WHAT YOU WILL DO >>
Copy out all the lines of the data that hold the word "عاشور".

── SUPPLIED RECORDS

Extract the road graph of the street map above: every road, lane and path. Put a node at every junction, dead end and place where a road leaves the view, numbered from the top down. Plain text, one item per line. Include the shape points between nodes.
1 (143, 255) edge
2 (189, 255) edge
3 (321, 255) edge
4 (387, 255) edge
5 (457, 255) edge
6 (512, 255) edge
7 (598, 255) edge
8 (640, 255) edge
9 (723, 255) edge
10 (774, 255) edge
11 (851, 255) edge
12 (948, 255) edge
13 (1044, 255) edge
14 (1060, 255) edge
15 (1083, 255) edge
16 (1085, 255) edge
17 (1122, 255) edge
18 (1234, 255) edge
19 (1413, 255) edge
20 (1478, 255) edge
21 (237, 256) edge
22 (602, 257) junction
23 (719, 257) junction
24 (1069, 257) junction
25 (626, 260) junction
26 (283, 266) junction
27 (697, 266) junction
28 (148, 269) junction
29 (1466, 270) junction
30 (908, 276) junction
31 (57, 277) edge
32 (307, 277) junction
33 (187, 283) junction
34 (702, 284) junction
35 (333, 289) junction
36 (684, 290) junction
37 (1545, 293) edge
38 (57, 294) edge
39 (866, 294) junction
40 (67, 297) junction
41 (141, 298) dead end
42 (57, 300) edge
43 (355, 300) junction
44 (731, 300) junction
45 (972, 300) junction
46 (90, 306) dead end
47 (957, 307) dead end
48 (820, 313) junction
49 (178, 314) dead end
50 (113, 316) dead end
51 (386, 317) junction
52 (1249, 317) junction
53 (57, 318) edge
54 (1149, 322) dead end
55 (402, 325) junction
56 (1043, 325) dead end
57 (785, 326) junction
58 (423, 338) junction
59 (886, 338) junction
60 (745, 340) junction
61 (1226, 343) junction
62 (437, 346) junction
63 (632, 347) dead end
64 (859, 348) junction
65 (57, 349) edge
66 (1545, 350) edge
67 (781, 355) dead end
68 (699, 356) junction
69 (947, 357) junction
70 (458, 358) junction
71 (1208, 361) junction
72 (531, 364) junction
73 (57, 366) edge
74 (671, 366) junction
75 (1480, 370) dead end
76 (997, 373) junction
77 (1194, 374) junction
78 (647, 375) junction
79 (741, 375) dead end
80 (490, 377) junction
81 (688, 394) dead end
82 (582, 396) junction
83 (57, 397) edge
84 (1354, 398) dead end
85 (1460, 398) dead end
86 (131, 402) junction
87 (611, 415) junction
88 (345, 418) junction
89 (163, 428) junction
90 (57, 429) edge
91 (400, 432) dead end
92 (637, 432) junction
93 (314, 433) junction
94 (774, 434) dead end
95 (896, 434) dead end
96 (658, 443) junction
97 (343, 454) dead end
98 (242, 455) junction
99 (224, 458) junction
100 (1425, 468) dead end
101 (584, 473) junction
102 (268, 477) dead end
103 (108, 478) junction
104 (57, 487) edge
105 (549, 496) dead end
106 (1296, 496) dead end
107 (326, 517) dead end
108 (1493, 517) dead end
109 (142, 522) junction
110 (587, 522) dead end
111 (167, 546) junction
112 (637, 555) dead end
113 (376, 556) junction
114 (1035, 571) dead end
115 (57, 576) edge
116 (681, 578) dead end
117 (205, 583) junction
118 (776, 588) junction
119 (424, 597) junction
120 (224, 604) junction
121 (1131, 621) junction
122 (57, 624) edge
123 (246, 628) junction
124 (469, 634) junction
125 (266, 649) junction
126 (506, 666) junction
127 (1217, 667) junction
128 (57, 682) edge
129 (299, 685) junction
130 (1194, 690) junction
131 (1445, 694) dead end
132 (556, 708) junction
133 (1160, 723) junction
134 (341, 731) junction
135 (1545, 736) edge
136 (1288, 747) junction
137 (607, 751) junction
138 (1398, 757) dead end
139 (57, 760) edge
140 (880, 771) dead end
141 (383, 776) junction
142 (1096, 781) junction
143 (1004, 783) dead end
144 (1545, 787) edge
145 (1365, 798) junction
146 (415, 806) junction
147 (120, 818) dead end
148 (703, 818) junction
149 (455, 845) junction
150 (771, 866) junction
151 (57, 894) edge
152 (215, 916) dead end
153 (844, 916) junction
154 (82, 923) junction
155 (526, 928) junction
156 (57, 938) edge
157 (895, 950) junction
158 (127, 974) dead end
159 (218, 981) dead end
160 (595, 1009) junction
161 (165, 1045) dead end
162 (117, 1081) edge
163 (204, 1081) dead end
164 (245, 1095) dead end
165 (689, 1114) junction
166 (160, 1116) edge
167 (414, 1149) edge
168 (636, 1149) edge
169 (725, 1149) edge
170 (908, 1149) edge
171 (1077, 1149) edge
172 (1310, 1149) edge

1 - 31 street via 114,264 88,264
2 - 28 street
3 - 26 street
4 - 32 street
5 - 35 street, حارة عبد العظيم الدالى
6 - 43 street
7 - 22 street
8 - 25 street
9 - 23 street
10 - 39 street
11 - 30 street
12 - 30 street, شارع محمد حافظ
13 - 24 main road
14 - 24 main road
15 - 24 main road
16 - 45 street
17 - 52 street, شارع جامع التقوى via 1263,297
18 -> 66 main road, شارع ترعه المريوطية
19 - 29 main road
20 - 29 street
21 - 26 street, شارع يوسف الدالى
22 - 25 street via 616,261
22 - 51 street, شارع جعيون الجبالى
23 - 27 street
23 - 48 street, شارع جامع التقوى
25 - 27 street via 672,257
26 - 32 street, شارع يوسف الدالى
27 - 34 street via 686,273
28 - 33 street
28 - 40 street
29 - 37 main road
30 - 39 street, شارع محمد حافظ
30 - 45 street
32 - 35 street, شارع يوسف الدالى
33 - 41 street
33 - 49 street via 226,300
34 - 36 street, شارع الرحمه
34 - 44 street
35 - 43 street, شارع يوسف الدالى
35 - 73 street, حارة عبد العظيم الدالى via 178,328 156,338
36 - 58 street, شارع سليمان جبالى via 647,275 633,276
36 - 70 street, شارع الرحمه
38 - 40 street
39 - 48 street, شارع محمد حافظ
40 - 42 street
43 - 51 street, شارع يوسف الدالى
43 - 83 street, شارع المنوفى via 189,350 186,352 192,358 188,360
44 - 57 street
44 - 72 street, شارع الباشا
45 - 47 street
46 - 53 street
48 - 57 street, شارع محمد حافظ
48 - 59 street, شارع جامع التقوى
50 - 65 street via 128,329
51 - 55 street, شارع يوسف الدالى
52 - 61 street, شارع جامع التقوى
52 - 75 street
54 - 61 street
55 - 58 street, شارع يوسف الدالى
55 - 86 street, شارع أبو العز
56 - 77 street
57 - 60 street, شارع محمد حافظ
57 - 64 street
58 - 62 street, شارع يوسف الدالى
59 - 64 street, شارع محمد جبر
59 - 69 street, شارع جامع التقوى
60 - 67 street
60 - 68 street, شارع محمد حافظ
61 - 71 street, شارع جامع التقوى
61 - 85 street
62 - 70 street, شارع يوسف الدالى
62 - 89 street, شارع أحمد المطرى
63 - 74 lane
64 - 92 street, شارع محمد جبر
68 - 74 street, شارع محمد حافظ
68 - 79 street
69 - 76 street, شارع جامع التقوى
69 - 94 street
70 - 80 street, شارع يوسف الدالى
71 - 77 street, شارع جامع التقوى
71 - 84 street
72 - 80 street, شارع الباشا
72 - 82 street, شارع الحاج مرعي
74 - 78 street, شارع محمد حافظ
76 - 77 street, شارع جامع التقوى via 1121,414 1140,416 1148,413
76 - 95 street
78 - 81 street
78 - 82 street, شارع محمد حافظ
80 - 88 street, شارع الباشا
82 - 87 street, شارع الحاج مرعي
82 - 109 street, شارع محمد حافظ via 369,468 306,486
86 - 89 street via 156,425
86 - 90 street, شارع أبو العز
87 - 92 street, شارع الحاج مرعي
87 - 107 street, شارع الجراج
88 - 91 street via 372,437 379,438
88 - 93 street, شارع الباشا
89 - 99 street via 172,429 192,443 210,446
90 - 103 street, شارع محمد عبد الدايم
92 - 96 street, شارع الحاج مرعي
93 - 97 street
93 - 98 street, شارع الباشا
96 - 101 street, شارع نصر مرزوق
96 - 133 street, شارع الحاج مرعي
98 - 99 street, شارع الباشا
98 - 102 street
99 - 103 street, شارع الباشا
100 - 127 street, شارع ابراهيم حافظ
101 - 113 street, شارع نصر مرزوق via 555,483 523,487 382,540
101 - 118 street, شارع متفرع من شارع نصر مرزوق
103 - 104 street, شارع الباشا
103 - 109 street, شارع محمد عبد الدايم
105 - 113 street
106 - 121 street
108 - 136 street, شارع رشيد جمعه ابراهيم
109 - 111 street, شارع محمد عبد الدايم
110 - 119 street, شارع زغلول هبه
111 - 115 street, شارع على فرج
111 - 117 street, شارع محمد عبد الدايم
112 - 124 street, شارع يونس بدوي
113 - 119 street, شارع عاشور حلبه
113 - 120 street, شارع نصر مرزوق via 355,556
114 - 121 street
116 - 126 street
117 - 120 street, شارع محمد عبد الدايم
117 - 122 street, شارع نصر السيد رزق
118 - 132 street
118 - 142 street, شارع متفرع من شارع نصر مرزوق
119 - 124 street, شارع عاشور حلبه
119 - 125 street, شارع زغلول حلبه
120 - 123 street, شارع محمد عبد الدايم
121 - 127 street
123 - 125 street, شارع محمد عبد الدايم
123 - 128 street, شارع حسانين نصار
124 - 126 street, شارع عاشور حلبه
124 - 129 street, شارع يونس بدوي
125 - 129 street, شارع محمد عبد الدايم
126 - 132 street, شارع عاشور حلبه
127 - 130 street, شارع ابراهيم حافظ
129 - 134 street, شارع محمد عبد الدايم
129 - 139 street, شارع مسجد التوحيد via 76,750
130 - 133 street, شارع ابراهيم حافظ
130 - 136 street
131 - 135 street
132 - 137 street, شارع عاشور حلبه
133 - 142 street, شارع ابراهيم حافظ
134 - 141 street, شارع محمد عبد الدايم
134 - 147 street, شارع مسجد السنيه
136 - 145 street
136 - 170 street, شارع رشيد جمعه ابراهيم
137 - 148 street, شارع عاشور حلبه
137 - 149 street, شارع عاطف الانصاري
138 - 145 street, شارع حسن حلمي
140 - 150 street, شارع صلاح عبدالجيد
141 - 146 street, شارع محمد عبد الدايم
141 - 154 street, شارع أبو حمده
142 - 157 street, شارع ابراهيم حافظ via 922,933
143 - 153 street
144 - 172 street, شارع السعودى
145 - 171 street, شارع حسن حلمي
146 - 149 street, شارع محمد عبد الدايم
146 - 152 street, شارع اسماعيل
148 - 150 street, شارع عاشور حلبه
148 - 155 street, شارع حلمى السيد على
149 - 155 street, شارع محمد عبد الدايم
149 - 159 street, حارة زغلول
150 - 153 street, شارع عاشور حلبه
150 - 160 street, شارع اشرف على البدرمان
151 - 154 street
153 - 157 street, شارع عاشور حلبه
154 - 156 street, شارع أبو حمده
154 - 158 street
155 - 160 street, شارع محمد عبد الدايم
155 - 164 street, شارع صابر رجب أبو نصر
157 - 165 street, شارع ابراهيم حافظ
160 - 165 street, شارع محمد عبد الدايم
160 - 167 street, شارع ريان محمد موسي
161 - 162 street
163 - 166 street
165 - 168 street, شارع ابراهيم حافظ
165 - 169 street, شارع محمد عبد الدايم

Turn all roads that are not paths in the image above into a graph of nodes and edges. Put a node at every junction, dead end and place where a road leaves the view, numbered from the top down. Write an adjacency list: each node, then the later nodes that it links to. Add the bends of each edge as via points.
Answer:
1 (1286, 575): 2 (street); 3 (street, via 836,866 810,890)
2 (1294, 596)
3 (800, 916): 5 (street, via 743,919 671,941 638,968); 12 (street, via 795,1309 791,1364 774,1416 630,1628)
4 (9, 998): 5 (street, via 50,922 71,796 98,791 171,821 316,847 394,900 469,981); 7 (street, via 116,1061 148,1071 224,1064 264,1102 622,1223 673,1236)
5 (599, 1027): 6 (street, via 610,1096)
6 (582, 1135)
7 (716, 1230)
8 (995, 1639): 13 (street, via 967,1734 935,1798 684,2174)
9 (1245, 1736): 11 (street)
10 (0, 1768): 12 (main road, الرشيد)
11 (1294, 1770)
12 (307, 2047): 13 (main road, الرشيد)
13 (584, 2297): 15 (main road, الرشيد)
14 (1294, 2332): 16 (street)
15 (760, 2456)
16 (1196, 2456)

────

EXPECTED ANSWER >>
113 - 119 street, شارع عاشور حلبه
119 - 124 street, شارع عاشور حلبه
124 - 126 street, شارع عاشور حلبه
126 - 132 street, شارع عاشور حلبه
132 - 137 street, شارع عاشور حلبه
137 - 148 street, شارع عاشور حلبه
148 - 150 street, شارع عاشور حلبه
150 - 153 street, شارع عاشور حلبه
153 - 157 street, شارع عاشور حلبه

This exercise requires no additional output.